Once we’ve reduced an image down to a tractable number of colors, we
can define simple procedures for how to combine them based on
similarity. recolorize (currently) comes with two of these:
recluster, which merges colors by perceived similarity, and
thresholdRecolor, which drops minor colors. Both are
simple, but surprisingly effective. They’re also built on top of some
really simple functions we’ll see in a bit, so if you need to, you can
build out a similar procedure tailored to your dataset—for example,
combining layers based only on their brightness values, or only
combining green layers.
recluster() and recolorize2()
This is the one I use the most often, and its implementation is
really simple. This function calculates the Euclidean distances between
all the color centers in a recolorize object, clusters them
hierarchically using hclust, then uses a user-specified
cutoff to combine the most similar colors. As with
recolorize, you can choose your color space, and that will
make a big difference. Let’s see this in action:
library(recolorize)
corbetti <- system.file("extdata/corbetti.png", package = "recolorize")
init_fit <- recolorize(corbetti, plotting = FALSE)
#> 
#> Using 2^3 = 8 total bins
recluster_results <- recluster(init_fit, 
                               cutoff = 45)

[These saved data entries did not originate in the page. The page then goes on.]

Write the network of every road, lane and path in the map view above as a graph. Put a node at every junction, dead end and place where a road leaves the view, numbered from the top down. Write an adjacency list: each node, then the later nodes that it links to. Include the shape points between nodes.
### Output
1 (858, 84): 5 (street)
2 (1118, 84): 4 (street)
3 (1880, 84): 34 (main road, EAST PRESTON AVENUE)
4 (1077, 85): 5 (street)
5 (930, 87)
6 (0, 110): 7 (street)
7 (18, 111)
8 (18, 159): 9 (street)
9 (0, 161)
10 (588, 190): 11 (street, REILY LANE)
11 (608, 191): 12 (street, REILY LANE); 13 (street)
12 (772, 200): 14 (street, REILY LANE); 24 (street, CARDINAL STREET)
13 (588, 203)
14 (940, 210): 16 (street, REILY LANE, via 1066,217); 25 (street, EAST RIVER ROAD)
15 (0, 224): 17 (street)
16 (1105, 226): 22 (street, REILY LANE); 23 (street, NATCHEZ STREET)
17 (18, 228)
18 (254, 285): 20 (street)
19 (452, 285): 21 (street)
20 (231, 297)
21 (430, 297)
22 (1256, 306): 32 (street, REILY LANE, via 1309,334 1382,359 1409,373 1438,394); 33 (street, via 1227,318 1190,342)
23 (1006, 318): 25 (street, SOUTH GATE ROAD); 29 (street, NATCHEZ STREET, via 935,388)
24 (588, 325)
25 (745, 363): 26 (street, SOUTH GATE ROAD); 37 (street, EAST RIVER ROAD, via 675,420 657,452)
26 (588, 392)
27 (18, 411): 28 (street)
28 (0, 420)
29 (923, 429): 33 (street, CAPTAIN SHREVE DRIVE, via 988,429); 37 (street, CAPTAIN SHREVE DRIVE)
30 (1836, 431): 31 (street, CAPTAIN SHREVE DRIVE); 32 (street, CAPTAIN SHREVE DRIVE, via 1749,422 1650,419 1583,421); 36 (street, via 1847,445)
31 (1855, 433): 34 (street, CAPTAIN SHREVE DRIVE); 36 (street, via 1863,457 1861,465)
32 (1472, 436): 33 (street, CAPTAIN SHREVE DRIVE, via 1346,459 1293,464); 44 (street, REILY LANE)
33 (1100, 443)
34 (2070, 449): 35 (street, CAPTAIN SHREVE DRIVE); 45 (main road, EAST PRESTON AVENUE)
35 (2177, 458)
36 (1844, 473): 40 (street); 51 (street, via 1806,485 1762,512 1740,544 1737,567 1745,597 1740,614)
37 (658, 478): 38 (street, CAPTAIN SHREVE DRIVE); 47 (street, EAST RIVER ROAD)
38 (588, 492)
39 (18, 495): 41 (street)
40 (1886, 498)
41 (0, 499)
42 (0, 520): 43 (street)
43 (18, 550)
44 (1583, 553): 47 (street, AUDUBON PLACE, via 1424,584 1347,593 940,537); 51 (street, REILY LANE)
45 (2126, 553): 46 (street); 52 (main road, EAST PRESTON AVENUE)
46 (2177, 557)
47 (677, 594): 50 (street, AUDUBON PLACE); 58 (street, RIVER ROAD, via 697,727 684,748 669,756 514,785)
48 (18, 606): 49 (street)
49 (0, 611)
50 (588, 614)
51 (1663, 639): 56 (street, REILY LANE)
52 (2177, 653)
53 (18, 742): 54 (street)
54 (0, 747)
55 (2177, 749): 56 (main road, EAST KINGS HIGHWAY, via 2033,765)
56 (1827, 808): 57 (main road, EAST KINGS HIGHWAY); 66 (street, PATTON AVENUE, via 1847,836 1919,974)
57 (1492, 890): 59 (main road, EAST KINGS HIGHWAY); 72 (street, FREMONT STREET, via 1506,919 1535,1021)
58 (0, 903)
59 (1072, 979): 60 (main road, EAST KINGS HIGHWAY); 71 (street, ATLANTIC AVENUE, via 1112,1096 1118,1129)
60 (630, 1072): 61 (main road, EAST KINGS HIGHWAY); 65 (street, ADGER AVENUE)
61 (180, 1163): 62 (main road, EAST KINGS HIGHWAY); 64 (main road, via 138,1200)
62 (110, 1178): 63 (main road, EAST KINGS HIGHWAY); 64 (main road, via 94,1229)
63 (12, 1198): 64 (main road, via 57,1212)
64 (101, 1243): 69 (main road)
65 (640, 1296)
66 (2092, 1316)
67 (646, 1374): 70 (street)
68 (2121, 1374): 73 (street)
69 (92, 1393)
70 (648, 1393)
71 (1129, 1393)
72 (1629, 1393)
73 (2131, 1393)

Notice the color dendrogram: it lumped together clusters 4 & 7, clusters 3 & 5, and clusters 6 & 8, because their distance was less than 45. This is in CIE Lab space; if we use RGB space, the range of distances is 0-1:
recluster_rgb <- recluster(init_fit, color_space = "sRGB",
                           cutoff = 0.5)

In this case, we get the same results, but this is always worth
playing around with. Despite its simplicity, this function is highly
effective at producing intuitive results. This is partly because, in
only using color similarity to combine clusters, it does not penalize
smaller color clusters that can still retain important details. Because
of its utility (and speed), I included a wrapper function,
recolorize2, to run recolorize and
recluster sequentially in a single step:
# let's use a different image:
img <- system.file("extdata/chongi.png", package = "recolorize")
# this is identical to running:
# fit1 <- recolorize(img, bins = 3)
# fit2 <- recluster(fit1, cutoff = 50)
chongi_fit <- recolorize2(img, bins = 3, cutoff = 45)
#> 
#> Using 3^3 = 27 total bins

There’s also a lot of room for modification here: this is a pretty unsophisticated rule for combining color clusters (ignoring, for example, cluster size, proximity, geometry, and boundary strength), but it’s pretty simple to write better rules if you can think of them, because the functions that are called to implement this are also exported by the package.
thresholdRecolor()
An even simpler rule: drop the smallest color clusters whose cumulative sum (as a proportion of total pixels assigned) is lower than some threshold, like 5% of the image. I thought this would be too simple to be useful, but every once in a while it’s just the thing, especially if you always end up with weird spurious details.
chongi_threshold <- thresholdRecolor(chongi_fit, pct = 0.1)